Motivation: Solve Scalability Issues with Layer 2 Solutions

The scalability issues of Ethereum are well known.

High gas fees and slow transaction speeds have been hindering the user experience and limiting the network's ability to accommodate its growing user base.

Ethereum has adopted a Rollup-centric roadmap, aiming to alleviate these issues by shifting most transactions from the mainnet (Layer 1) to Layer 2 (L2) solutions, which can process transactions more efficiently.

Unichain is built using the open-source OP Stack framework developed by Optimism, with the intention of running within Superchain - an interoperable blockchain network that shares common standards.

By leveraging this technology, Unichain aims to solve the following problems:

1) Solve Scalability and Performance Issues

The congestion and high gas fees on the Ethereum network have been persistent obstacles.

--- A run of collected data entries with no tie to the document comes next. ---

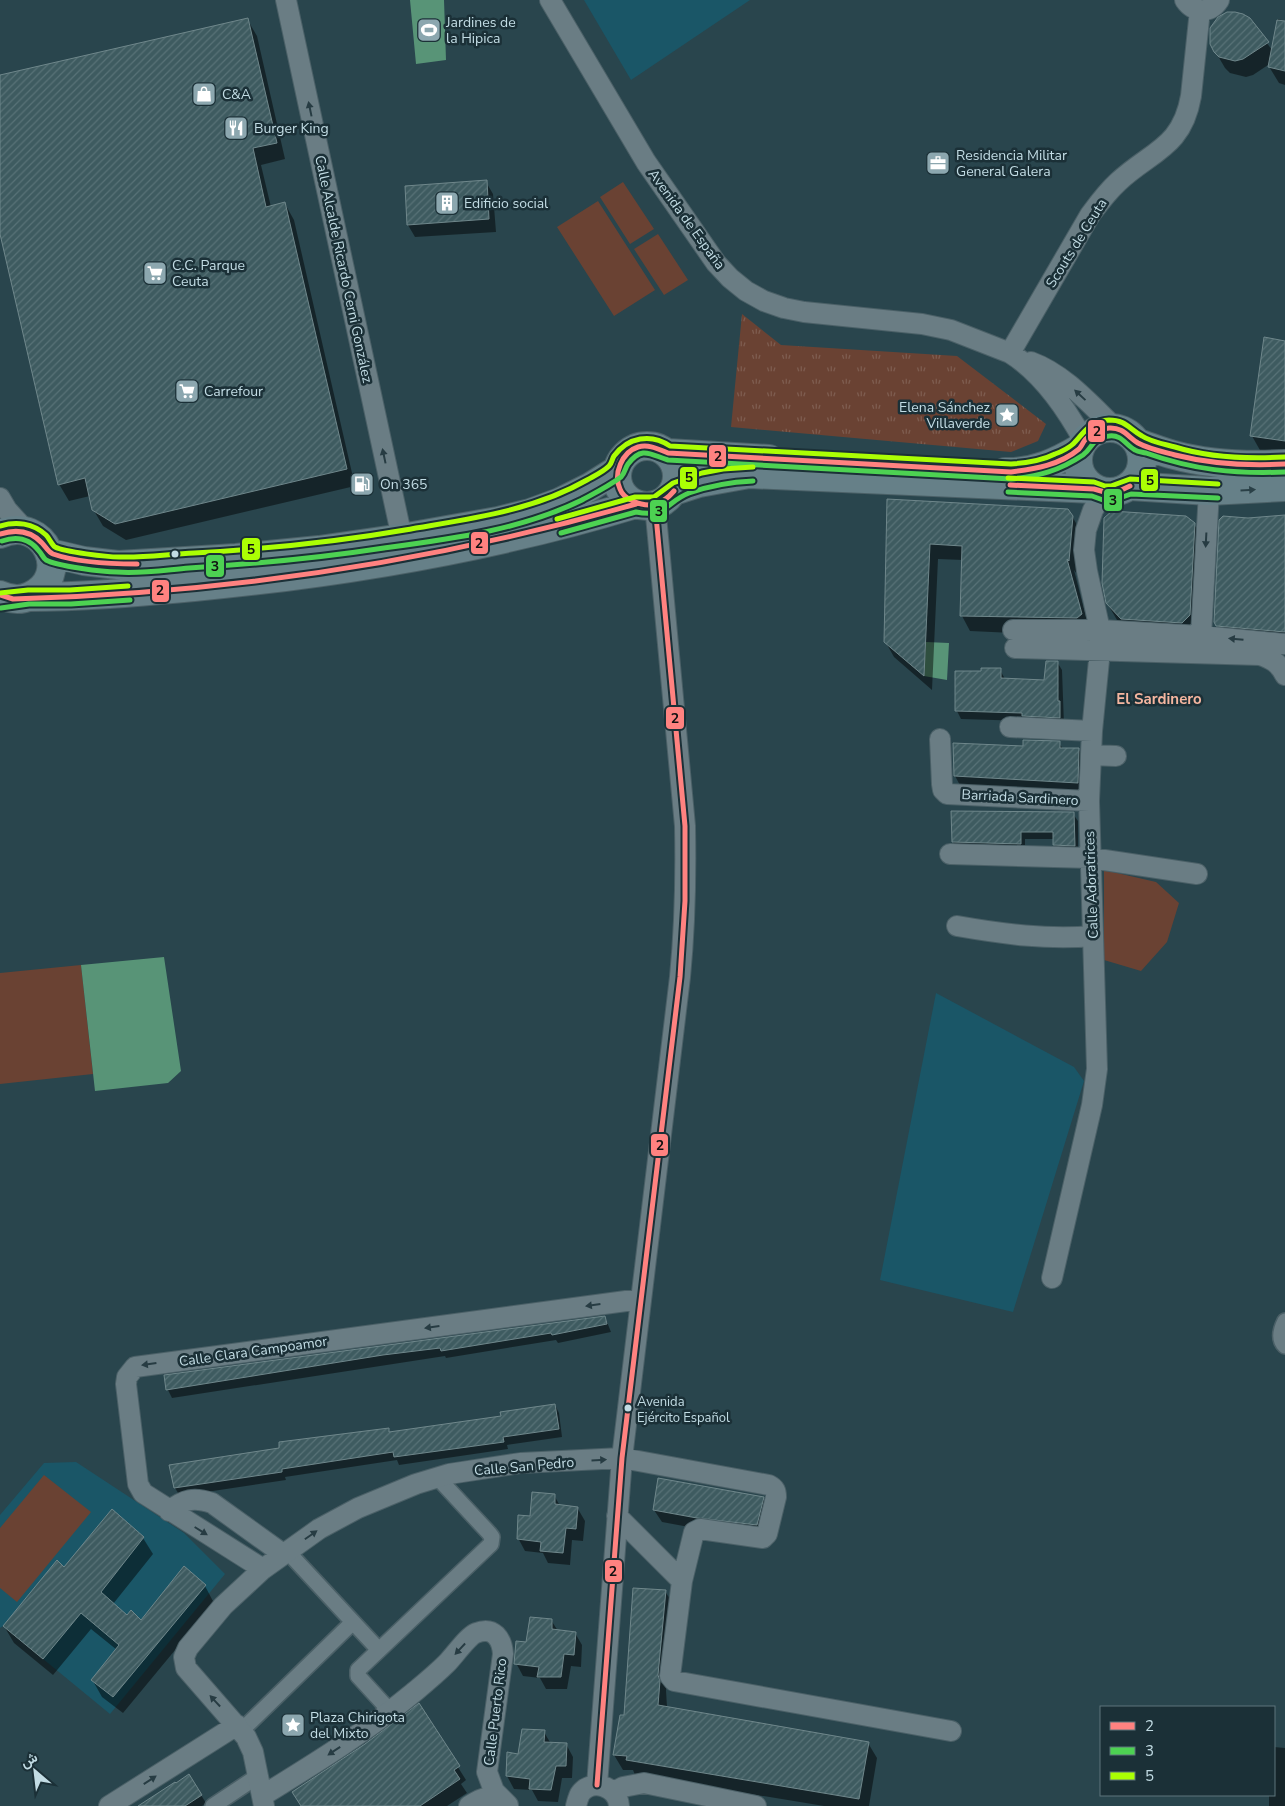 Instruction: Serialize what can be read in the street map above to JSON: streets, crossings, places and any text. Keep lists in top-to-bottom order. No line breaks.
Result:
{"streets":{"highway":["Avenida de España"],"street":["Scouts de Ceuta","Calle Alcalde Ricardo Cerni González","Barriada Sardinero","Calle Adoratrices","Calle Clara Campoamor","Calle San Pedro","Calle Puerto Rico"]},"crossings":[["Avenida de España","Scouts de Ceuta"],["Avenida de España","Calle Adoratrices"],["Barriada Sardinero","Calle Adoratrices"],["Calle Clara Campoamor","Calle San Pedro"],["Calle San Pedro","Calle Puerto Rico"]],"one_way":["Calle Alcalde Ricardo Cerni González"],"districts":["El Sardinero"],"places":{"sports":["Jardines de la Hipica"],"shop":["C&A"],"restaurant":["Burger King"],"office":["Residencia Militar General Galera"],"building":["Edificio social"],"supermarket":["C.C. Parque Ceuta","Carrefour"],"place":["Elena Sánchez Villaverde","Plaza Chirigota del Mixto"],"fuel station":["On 365"],"other":["Avenida Ejército Español"]},"lines":["transit line 5","transit line 2","transit line 3"],"legend":["2","3","5"],"north":"top left"} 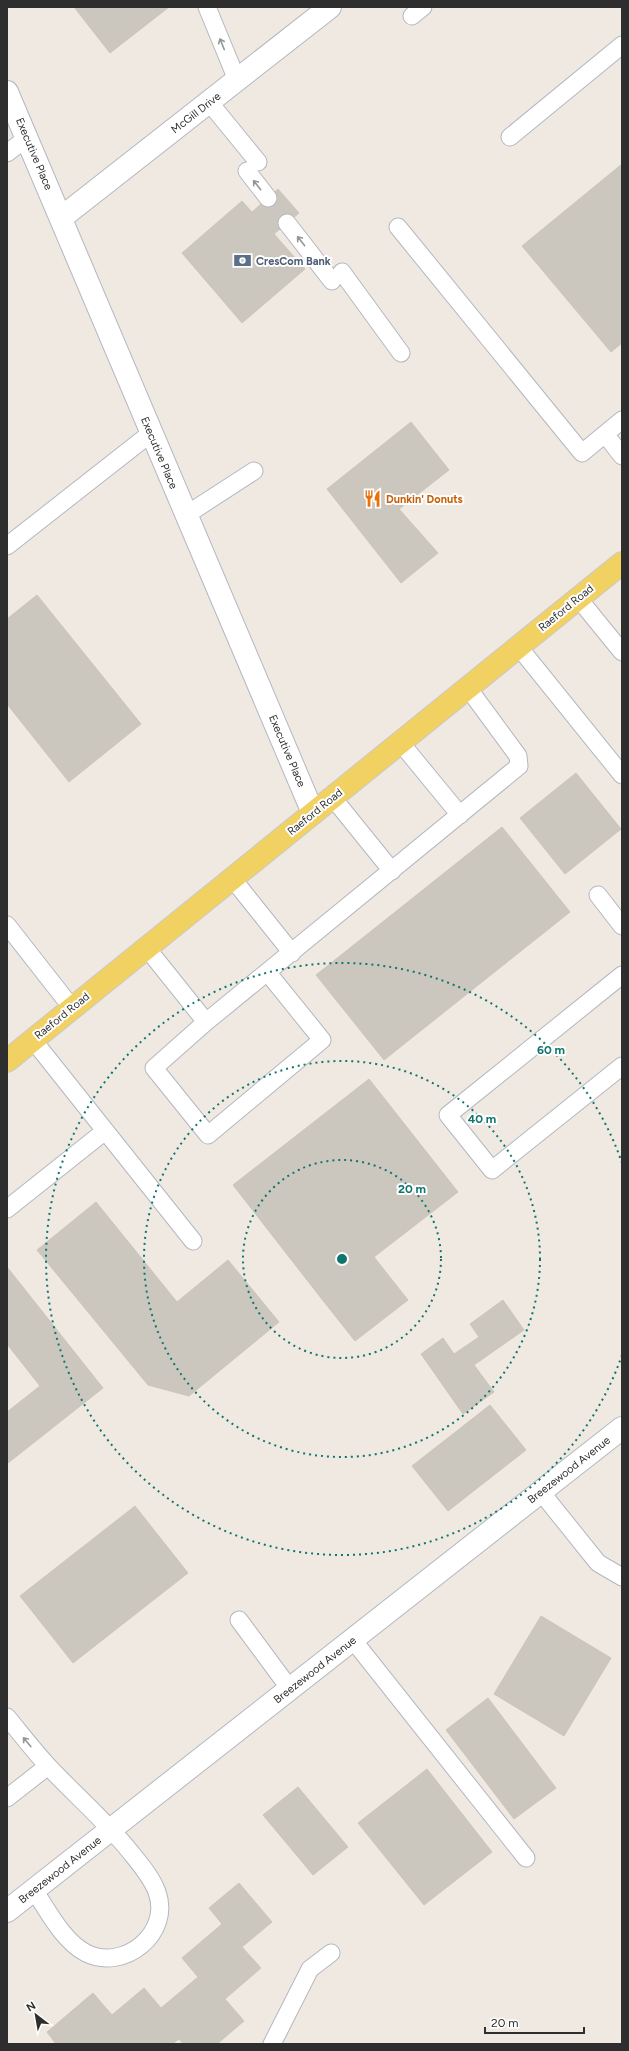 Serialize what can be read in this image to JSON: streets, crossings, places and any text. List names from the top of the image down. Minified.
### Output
{"streets":{"main road":["Raeford Road"],"street":["McGill Drive","Executive Place","Breezewood Avenue"]},"crossings":[["McGill Drive","Executive Place"],["Executive Place","Raeford Road"]],"places":{"bank":["CresCom Bank"],"restaurant":["Dunkin' Donuts"]},"scale_bar":"20 m","north":"top left","rings":["60 m","40 m","20 m"]} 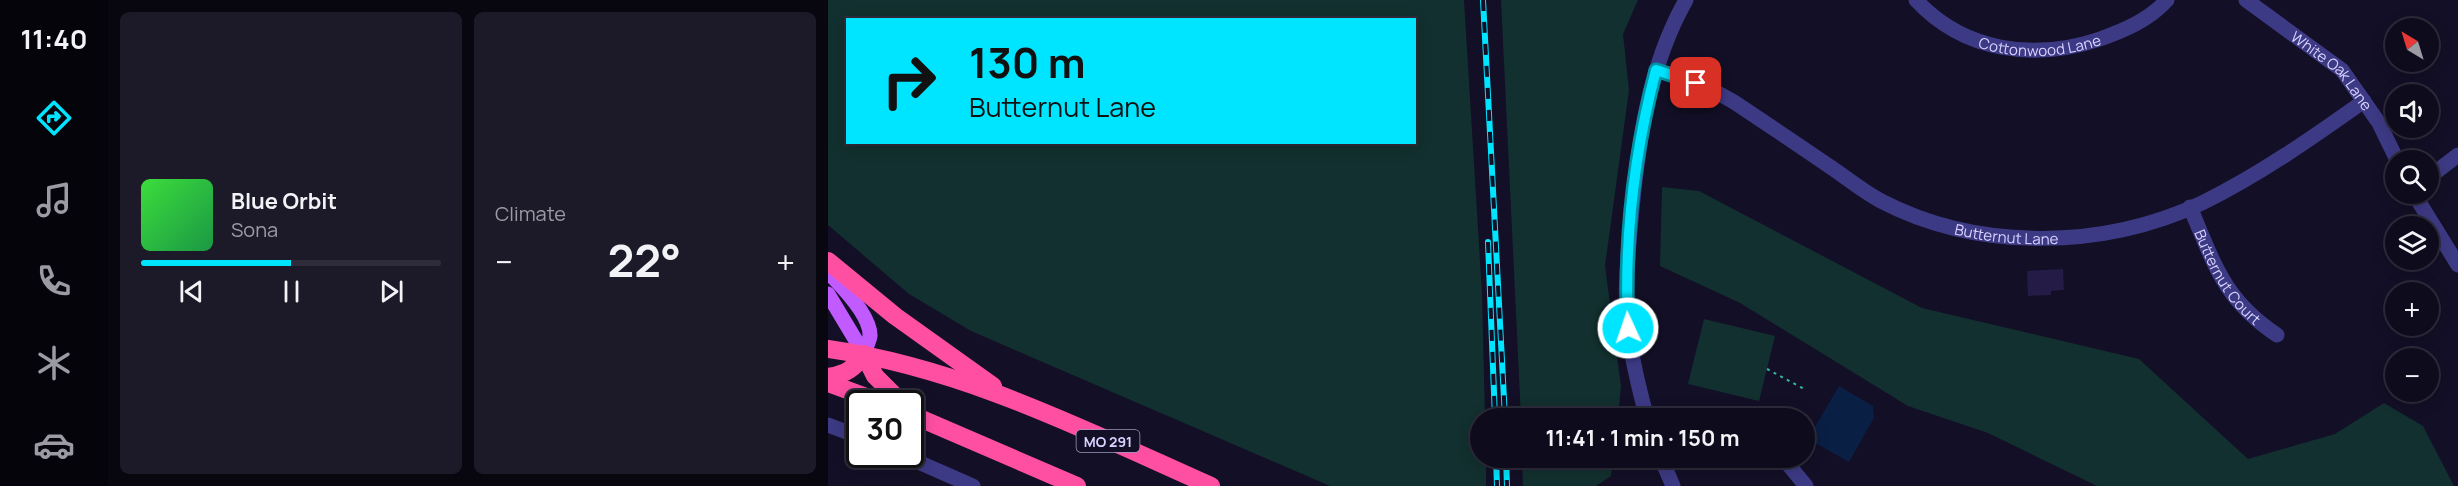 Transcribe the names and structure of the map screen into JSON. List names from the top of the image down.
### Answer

Uniswap's shift to Unichain aims to:

  • Improve Transaction Speed: Target block time of 200-250 milliseconds, much faster than Ethereum's average of 12-15 seconds.

  • Reduce Transaction Costs: Lower fees make DeFi more attractive to a wider user base.

2) Control Infrastructure and Customization

Running on its own dedicated blockchain allows Uniswap to:

  • Implement Protocol-Level Optimizations: Customize the blockchain according to Uniswap's specific needs, such as custom transaction ordering.

  • Introduce Advanced Features: Implement innovations like Flash Blocks and MEV minimization strategies.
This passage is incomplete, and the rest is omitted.